PARLIAMENTARY DEBATE
Childcare Reform Package - 28 June 2023 (Commons/Commons Chamber)
Debate Detail
The Chancellor announced that from September 2025, working parents will be able to access 30 hours a week of childcare, for 38 weeks a year, from the term after their child turns nine months to when they start school. I am pleased to announce that from today, the Department for Work and Pensions has raised the amount working parents on universal credit can claim for their childcare to £951 a month for one child and £1,630 for two or more children. That is an increase of roughly 50% from the previous limits, which were £646 for one child or £1,108 for two or more children.
The Government are also helping eligible parents to cover the costs for the first month of childcare when they enter work or increase their working hours. Those parents will now receive up to 85% of the first month’s childcare costs back before next month’s bills are due, meaning that from then on they should have the money to pay for childcare one month in advance.
When I have spoken to families on universal credit, many have told me that they have struggled with up-front childcare bills, making it harder for them to get back into work. These childcare reforms support one of the Prime Minister’s five key priorities—to grow the economy—by giving families on universal credit up to £522 extra each month to cover childcare costs. This is a transformational package that is designed to remove as many barriers to work as possible.

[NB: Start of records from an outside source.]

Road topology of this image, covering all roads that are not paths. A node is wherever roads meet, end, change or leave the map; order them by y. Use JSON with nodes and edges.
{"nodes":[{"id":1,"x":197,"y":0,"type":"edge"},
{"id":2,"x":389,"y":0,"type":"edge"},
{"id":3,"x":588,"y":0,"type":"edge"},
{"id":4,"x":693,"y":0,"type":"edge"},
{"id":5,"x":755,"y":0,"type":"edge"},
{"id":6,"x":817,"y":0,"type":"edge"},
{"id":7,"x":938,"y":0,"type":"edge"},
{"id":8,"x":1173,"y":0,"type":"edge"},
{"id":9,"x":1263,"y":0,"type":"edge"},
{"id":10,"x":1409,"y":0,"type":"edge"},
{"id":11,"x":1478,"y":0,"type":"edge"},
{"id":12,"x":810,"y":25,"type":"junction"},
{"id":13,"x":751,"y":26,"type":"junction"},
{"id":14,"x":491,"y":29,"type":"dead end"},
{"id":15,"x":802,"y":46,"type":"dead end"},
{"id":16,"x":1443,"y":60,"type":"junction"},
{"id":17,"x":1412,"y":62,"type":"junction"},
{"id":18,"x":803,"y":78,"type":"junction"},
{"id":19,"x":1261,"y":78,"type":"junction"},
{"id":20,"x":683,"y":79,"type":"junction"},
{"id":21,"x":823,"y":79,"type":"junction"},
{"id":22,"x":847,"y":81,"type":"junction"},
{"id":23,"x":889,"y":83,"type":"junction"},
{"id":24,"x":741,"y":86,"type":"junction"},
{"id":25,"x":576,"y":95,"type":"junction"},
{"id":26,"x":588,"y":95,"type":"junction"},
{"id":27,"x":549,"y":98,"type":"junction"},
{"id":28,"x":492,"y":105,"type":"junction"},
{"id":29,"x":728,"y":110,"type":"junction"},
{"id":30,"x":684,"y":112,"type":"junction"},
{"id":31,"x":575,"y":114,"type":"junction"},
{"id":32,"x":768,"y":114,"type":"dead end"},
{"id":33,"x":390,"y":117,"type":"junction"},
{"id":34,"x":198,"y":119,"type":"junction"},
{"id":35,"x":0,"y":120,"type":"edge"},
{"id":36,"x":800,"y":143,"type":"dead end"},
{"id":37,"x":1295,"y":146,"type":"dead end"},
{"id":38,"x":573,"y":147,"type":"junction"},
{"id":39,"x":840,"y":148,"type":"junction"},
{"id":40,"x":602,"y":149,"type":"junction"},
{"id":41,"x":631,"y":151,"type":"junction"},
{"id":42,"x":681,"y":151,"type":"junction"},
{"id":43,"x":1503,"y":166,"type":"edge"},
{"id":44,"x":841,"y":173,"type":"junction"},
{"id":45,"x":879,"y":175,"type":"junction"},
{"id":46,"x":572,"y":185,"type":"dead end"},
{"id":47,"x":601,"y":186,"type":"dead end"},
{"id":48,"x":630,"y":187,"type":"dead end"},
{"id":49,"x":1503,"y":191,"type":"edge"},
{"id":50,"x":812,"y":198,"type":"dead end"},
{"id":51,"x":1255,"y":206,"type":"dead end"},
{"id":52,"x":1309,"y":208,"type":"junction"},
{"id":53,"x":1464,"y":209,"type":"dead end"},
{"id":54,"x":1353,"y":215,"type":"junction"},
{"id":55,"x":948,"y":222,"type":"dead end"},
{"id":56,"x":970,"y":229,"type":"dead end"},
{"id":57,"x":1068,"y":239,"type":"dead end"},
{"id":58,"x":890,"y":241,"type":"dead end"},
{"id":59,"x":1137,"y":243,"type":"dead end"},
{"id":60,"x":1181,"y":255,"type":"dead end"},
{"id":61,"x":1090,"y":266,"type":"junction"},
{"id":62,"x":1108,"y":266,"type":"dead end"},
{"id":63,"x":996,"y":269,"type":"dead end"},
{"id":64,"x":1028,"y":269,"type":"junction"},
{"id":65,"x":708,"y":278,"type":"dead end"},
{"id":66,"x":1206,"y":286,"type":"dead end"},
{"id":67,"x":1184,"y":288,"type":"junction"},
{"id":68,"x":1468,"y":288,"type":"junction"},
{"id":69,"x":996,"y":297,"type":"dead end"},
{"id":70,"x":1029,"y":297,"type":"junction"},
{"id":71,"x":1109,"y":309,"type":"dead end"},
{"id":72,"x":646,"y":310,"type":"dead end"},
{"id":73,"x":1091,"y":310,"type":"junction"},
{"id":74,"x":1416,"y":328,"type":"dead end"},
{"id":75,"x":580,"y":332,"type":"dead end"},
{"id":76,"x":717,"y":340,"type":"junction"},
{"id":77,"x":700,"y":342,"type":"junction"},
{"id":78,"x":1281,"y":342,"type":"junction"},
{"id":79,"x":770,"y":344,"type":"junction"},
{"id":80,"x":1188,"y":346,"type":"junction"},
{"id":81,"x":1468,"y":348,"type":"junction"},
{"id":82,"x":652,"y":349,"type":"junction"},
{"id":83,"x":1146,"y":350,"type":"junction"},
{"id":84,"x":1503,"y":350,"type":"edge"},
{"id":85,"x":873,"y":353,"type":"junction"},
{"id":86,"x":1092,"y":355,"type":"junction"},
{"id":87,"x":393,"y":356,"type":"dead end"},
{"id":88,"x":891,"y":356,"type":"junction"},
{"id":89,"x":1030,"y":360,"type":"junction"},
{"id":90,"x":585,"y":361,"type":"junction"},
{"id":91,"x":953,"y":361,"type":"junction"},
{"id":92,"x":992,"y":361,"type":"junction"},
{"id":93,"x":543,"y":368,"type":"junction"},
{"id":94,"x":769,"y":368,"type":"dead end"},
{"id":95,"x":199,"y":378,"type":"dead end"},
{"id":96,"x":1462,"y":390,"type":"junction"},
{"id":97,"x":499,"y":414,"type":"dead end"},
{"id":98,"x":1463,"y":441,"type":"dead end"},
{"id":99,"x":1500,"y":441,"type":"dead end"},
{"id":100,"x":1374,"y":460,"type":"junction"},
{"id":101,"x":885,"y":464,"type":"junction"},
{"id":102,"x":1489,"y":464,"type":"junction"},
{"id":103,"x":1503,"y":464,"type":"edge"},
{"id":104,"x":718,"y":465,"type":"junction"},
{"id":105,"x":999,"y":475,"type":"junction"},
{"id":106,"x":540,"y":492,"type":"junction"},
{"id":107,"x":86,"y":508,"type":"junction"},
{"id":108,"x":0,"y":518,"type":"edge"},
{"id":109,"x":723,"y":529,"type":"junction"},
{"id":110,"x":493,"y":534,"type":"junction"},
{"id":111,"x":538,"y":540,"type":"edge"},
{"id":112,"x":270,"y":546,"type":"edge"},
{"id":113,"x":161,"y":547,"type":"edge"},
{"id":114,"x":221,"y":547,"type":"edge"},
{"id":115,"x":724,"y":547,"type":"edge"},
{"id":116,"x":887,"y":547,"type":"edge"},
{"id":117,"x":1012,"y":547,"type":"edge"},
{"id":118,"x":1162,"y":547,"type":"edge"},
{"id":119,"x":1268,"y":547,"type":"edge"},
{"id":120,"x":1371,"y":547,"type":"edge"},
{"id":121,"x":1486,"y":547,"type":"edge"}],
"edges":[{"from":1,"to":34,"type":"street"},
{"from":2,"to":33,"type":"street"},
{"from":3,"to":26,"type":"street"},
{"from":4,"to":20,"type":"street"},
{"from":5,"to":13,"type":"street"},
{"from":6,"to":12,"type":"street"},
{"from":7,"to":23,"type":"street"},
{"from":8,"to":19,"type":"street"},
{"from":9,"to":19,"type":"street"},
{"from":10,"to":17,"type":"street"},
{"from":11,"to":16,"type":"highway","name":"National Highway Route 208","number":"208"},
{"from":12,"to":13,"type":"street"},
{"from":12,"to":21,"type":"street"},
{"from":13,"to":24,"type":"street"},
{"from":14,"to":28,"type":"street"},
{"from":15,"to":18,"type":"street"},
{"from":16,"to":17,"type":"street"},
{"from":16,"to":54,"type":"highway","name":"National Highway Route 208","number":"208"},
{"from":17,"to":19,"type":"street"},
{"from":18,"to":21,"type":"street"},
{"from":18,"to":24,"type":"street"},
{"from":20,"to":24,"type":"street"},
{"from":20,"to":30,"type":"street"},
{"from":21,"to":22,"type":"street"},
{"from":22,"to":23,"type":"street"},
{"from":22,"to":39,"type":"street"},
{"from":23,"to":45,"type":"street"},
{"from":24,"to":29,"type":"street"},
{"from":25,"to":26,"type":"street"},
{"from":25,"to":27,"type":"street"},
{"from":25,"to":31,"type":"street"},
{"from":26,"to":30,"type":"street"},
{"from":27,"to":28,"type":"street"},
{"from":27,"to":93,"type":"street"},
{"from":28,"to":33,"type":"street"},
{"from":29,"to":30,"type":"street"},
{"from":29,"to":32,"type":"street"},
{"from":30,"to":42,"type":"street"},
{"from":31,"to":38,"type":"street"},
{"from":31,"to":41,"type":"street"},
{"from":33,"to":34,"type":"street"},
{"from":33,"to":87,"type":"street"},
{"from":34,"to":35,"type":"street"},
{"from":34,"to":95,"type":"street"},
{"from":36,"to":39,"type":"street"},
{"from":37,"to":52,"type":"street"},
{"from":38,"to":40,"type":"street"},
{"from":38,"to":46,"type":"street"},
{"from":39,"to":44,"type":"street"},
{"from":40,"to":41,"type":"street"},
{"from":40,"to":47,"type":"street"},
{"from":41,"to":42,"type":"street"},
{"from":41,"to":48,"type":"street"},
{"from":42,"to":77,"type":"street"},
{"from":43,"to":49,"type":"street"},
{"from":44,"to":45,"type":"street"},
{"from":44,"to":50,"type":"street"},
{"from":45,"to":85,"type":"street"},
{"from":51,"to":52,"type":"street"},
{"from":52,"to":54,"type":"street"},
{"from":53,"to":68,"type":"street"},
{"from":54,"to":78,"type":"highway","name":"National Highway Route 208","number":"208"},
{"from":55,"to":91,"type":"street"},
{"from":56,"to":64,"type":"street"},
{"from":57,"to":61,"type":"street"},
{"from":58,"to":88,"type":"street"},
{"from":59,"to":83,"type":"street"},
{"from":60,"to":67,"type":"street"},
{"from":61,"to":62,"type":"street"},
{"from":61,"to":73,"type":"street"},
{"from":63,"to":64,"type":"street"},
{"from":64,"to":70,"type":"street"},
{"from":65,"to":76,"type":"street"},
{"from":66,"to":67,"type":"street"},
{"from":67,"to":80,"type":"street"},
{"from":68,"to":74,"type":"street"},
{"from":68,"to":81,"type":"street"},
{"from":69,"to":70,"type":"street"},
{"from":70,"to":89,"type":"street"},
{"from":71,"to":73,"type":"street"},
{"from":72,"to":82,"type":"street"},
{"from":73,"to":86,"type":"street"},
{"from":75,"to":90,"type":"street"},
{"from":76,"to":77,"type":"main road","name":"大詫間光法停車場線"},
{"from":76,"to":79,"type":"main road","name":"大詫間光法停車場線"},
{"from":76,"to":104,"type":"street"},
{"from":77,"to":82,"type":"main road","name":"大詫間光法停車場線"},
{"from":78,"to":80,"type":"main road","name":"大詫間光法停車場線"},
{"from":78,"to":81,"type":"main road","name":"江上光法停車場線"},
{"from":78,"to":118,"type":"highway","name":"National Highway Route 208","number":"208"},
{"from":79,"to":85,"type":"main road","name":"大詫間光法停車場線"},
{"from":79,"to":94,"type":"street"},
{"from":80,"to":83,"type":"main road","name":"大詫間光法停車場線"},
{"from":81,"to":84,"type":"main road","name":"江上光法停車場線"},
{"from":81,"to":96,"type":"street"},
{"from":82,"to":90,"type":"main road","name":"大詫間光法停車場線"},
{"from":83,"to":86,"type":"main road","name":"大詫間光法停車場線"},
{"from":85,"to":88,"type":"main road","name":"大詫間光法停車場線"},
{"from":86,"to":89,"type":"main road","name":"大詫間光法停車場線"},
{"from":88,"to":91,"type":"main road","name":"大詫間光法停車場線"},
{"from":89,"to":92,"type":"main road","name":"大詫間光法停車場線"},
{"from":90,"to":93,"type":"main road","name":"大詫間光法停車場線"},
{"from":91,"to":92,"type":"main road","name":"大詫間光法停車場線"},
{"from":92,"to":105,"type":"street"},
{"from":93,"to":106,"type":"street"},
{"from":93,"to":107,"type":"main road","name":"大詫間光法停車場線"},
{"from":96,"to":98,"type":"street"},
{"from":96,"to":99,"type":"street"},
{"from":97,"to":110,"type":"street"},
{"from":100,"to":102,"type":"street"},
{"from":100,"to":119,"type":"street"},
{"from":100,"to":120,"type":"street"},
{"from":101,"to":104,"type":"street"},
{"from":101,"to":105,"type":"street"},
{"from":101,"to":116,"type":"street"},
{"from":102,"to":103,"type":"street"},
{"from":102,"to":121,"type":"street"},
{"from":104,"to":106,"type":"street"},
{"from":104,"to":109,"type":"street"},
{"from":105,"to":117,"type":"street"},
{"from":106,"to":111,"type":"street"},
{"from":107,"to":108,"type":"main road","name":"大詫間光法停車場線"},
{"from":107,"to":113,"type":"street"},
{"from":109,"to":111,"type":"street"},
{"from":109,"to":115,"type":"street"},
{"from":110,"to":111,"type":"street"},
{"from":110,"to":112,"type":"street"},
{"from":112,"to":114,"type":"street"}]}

The evidence is clear: the earliest years, before a child goes to school, are the most critical stage of a young child’s development. That is when they are learning most rapidly, and when the foundations are being laid for future success.
We are also committed to improving the availability of wraparound childcare. Reliable wraparound childcare, before and after school, helps parents to work and can offer children great activities around the school day. The education and care provided in childcare settings up and down the country is pivotal for children. Visiting and talking to nurseries, childminders and other providers is one of the best parts of my job. I wish to put on record my thanks for the hard work and dedication of the talented people who work in the sector.
I have travelled across the country visiting providers: from Chestnuts Childcare in Shirebrook to Kids Inc in Crowthorne; from Little Stars in Peterborough to Imagination Childcare in Moredon; from Curious Caterpillars in Stroud to Playsteps Day Nursery in Swindon; and from Bright Horizons in Didcot to Acorn Day Nursery in Emberton. I thank my hon. Friends the Members for Peterborough (Paul Bristow), for Bolsover (Mark Fletcher), for Bracknell (James Sunderland), for North Swindon (Justin Tomlinson), for Stroud (Siobhan Baillie), for Milton Keynes North (Ben Everitt), for Cities of London and Westminster (Nickie Aiken) and others for hosting me on those visits. They all share my determination to get this right for parents and providers.
When I am out on those visits, I often hear how much of a lifeline the settings are for parents, allowing them to work and develop their own careers, while providing the high-quality early education that gives our youngest children the best start in life.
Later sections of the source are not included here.